Friday, January 21, 2005

My bologna has a first name, and it’s S-T-I-V

Music Wonkery

Ever seen a guy blow his nose on bologna and eat it? Do ya wanna?

One of the hardest things about being a latter day punk rocker are the endless tales of how great things used to be. “Man, did you ever see the Nails back at the Abbey in ’77? What… you were three years old? Sucks for you, man.” Aside from closing your eyes and wishing reeeal hard, there’s no way of knowing what it was really like, or whether the Nails were ever actually any good.
The live albums that have survived aren’t always much help. Aside from the odd gem, most live punk classics are famous for being unmitigated disasters-- they’re famous for their antics. Look at The Stooges’ Metallic K.O. I mean, jeez… part of that record is the sound of the band getting full bottles of beer thrown at them. And few people talk about whether the Sex Pistols were actually any good live; all you hear about is the LA gig where they closed with “No Fun,” walked off stage, and broke up for good. But hey-- I hear the Germs were really hot that night. To a certain extent I’m guilty of the same sin, using Dead Boys lead singer Stiv Bators’ stage antics as my pull quote ("But really Johno… how did it sound?").

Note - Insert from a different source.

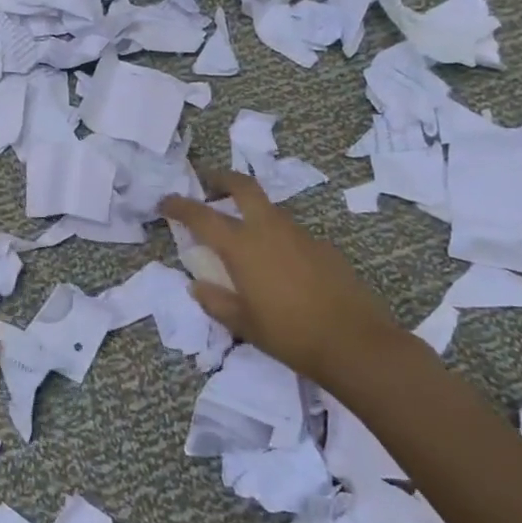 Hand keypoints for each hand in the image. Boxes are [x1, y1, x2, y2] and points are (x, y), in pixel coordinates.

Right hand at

It did come as a bit of a surprise to me to find that some enterprising soul had taken it upon themselves to do a three-camera video shoot of a complete Dead Boys set at CBGB in the halcyon (well, the Demerol) days of 1977. Some of you might rightly ask why someone thought to record the Dead Boys at all— in a color three-camera shoot no less—rather than, say The Ramones or Talking Heads. The answer to that question is that someone at Sire Records loved the Dead Boys and hoped to make them the next big thing: proof of this is the amusing 1977 video spot helpfully included in the bonus footage, which touts the band as “the most exciting, outrageous band in the United States today.”

Whether or not they were what Sire claimed them to be, Live at CBGB/OMFUG 1977 finally gives us an opportunity to see whether “Sonic Reducer” was a fluke or the real deal. Finally, a chance to see if the music lives up to the hijinks. Finally, a chance to see whether all us punks up there on a thousand tiny stages, beating ourselves with microphones and sneering while we bash our instruments like they owe us money, perpetrating outrageous antics for larfs (the lead singer of my old band once drank a douche, got real sick) and getting publicly drunk while playing rudimentary melodies at high speeds are actually pursuing a gold standard set lo, these many years ago, or whether we are just a bunch of second-rate a-holes mimicking an older bunch of second-rate a-holes.